▶ _Task goal_: Starting from the first line below, repeat the data exactly through to the last.

Record set Block Start

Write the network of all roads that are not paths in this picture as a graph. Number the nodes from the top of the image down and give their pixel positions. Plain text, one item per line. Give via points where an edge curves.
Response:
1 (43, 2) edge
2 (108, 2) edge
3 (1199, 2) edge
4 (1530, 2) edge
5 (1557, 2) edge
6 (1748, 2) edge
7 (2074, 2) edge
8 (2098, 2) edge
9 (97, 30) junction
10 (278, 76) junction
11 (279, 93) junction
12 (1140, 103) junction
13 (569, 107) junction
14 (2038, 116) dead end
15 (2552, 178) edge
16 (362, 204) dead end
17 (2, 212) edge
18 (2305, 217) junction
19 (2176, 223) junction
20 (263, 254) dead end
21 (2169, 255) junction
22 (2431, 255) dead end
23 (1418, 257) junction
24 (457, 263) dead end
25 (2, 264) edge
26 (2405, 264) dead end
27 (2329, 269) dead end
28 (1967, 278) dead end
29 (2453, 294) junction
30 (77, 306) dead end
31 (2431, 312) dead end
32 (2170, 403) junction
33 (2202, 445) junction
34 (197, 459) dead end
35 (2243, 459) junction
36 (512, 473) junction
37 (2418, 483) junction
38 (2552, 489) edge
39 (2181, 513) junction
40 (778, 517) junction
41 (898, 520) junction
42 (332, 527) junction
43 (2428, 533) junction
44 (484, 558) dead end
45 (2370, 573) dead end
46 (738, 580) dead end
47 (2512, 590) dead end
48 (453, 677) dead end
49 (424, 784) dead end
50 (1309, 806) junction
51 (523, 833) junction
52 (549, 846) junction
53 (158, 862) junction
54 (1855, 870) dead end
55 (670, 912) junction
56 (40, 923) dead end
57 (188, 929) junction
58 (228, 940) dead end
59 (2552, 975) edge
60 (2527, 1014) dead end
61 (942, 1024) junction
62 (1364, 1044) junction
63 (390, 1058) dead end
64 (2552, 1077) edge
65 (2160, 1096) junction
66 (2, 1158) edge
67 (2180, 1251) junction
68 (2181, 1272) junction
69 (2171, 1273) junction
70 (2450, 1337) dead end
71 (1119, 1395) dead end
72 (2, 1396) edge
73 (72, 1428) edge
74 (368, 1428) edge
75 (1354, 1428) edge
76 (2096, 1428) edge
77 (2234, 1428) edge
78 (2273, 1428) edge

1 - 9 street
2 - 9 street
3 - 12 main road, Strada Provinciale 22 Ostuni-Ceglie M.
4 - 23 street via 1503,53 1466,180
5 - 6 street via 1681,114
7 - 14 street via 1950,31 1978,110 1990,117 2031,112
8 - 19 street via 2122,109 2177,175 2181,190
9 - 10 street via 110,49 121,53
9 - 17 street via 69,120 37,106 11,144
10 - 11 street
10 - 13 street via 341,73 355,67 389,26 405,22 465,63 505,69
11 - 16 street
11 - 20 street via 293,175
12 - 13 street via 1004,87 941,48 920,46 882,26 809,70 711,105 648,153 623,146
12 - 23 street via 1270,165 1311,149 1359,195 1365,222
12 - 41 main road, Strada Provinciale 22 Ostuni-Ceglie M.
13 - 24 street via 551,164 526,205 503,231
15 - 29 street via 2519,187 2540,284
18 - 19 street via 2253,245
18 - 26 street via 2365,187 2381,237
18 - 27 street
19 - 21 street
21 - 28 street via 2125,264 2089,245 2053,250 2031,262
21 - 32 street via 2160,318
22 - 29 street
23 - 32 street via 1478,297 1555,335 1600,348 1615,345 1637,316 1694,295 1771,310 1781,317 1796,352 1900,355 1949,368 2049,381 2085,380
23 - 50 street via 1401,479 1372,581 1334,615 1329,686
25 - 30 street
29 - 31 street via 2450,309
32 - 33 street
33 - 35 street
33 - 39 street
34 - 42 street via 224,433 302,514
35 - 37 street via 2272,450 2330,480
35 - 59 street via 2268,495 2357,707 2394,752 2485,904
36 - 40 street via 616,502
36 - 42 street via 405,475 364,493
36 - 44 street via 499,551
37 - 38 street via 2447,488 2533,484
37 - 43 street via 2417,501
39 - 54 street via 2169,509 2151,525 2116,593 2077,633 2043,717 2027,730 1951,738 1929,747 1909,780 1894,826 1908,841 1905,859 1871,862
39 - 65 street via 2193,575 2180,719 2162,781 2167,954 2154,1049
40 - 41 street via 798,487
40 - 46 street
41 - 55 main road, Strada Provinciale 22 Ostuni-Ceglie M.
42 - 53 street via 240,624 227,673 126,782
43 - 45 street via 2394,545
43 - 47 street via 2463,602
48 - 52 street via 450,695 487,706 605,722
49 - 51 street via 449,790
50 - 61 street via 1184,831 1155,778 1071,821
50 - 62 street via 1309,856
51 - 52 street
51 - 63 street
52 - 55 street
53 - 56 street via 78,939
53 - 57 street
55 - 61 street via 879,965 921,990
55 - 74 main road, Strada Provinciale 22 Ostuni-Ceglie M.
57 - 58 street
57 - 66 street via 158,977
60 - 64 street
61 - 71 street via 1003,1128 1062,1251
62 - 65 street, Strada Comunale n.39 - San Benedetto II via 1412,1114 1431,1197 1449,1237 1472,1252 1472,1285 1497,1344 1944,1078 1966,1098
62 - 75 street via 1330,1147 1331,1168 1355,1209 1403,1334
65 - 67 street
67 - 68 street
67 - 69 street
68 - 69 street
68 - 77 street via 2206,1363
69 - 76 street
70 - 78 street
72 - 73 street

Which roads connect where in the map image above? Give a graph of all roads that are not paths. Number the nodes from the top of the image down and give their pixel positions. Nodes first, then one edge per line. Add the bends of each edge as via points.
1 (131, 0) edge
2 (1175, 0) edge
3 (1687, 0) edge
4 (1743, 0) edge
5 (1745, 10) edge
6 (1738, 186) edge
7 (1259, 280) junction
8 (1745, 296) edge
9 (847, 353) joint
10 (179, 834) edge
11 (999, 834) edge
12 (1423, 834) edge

Record set Block End

▶ _Response to the task_:
Write the network of all roads that are not paths in this picture as a graph. Number the nodes from the top of the image down and give their pixel positions. Plain text, one item per line. Give via points where an edge curves.
Response:
1 (43, 2) edge
2 (108, 2) edge
3 (1199, 2) edge
4 (1530, 2) edge
5 (1557, 2) edge
6 (1748, 2) edge
7 (2074, 2) edge
8 (2098, 2) edge
9 (97, 30) junction
10 (278, 76) junction
11 (279, 93) junction
12 (1140, 103) junction
13 (569, 107) junction
14 (2038, 116) dead end
15 (2552, 178) edge
16 (362, 204) dead end
17 (2, 212) edge
18 (2305, 217) junction
19 (2176, 223) junction
20 (263, 254) dead end
21 (2169, 255) junction
22 (2431, 255) dead end
23 (1418, 257) junction
24 (457, 263) dead end
25 (2, 264) edge
26 (2405, 264) dead end
27 (2329, 269) dead end
28 (1967, 278) dead end
29 (2453, 294) junction
30 (77, 306) dead end
31 (2431, 312) dead end
32 (2170, 403) junction
33 (2202, 445) junction
34 (197, 459) dead end
35 (2243, 459) junction
36 (512, 473) junction
37 (2418, 483) junction
38 (2552, 489) edge
39 (2181, 513) junction
40 (778, 517) junction
41 (898, 520) junction
42 (332, 527) junction
43 (2428, 533) junction
44 (484, 558) dead end
45 (2370, 573) dead end
46 (738, 580) dead end
47 (2512, 590) dead end
48 (453, 677) dead end
49 (424, 784) dead end
50 (1309, 806) junction
51 (523, 833) junction
52 (549, 846) junction
53 (158, 862) junction
54 (1855, 870) dead end
55 (670, 912) junction
56 (40, 923) dead end
57 (188, 929) junction
58 (228, 940) dead end
59 (2552, 975) edge
60 (2527, 1014) dead end
61 (942, 1024) junction
62 (1364, 1044) junction
63 (390, 1058) dead end
64 (2552, 1077) edge
65 (2160, 1096) junction
66 (2, 1158) edge
67 (2180, 1251) junction
68 (2181, 1272) junction
69 (2171, 1273) junction
70 (2450, 1337) dead end
71 (1119, 1395) dead end
72 (2, 1396) edge
73 (72, 1428) edge
74 (368, 1428) edge
75 (1354, 1428) edge
76 (2096, 1428) edge
77 (2234, 1428) edge
78 (2273, 1428) edge

1 - 9 street
2 - 9 street
3 - 12 main road, Strada Provinciale 22 Ostuni-Ceglie M.
4 - 23 street via 1503,53 1466,180
5 - 6 street via 1681,114
7 - 14 street via 1950,31 1978,110 1990,117 2031,112
8 - 19 street via 2122,109 2177,175 2181,190
9 - 10 street via 110,49 121,53
9 - 17 street via 69,120 37,106 11,144
10 - 11 street
10 - 13 street via 341,73 355,67 389,26 405,22 465,63 505,69
11 - 16 street
11 - 20 street via 293,175
12 - 13 street via 1004,87 941,48 920,46 882,26 809,70 711,105 648,153 623,146
12 - 23 street via 1270,165 1311,149 1359,195 1365,222
12 - 41 main road, Strada Provinciale 22 Ostuni-Ceglie M.
13 - 24 street via 551,164 526,205 503,231
15 - 29 street via 2519,187 2540,284
18 - 19 street via 2253,245
18 - 26 street via 2365,187 2381,237
18 - 27 street
19 - 21 street
21 - 28 street via 2125,264 2089,245 2053,250 2031,262
21 - 32 street via 2160,318
22 - 29 street
23 - 32 street via 1478,297 1555,335 1600,348 1615,345 1637,316 1694,295 1771,310 1781,317 1796,352 1900,355 1949,368 2049,381 2085,380
23 - 50 street via 1401,479 1372,581 1334,615 1329,686
25 - 30 street
29 - 31 street via 2450,309
32 - 33 street
33 - 35 street
33 - 39 street
34 - 42 street via 224,433 302,514
35 - 37 street via 2272,450 2330,480
35 - 59 street via 2268,495 2357,707 2394,752 2485,904
36 - 40 street via 616,502
36 - 42 street via 405,475 364,493
36 - 44 street via 499,551
37 - 38 street via 2447,488 2533,484
37 - 43 street via 2417,501
39 - 54 street via 2169,509 2151,525 2116,593 2077,633 2043,717 2027,730 1951,738 1929,747 1909,780 1894,826 1908,841 1905,859 1871,862
39 - 65 street via 2193,575 2180,719 2162,781 2167,954 2154,1049
40 - 41 street via 798,487
40 - 46 street
41 - 55 main road, Strada Provinciale 22 Ostuni-Ceglie M.
42 - 53 street via 240,624 227,673 126,782
43 - 45 street via 2394,545
43 - 47 street via 2463,602
48 - 52 street via 450,695 487,706 605,722
49 - 51 street via 449,790
50 - 61 street via 1184,831 1155,778 1071,821
50 - 62 street via 1309,856
51 - 52 street
51 - 63 street
52 - 55 street
53 - 56 street via 78,939
53 - 57 street
55 - 61 street via 879,965 921,990
55 - 74 main road, Strada Provinciale 22 Ostuni-Ceglie M.
57 - 58 street
57 - 66 street via 158,977
60 - 64 street
61 - 71 street via 1003,1128 1062,1251
62 - 65 street, Strada Comunale n.39 - San Benedetto II via 1412,1114 1431,1197 1449,1237 1472,1252 1472,1285 1497,1344 1944,1078 1966,1098
62 - 75 street via 1330,1147 1331,1168 1355,1209 1403,1334
65 - 67 street
67 - 68 street
67 - 69 street
68 - 69 street
68 - 77 street via 2206,1363
69 - 76 street
70 - 78 street
72 - 73 street

Which roads connect where in the map image above? Give a graph of all roads that are not paths. Number the nodes from the top of the image down and give their pixel positions. Nodes first, then one edge per line. Add the bends of each edge as via points.
1 (131, 0) edge
2 (1175, 0) edge
3 (1687, 0) edge
4 (1743, 0) edge
5 (1745, 10) edge
6 (1738, 186) edge
7 (1259, 280) junction
8 (1745, 296) edge
9 (847, 353) joint
10 (179, 834) edge
11 (999, 834) edge
12 (1423, 834) edge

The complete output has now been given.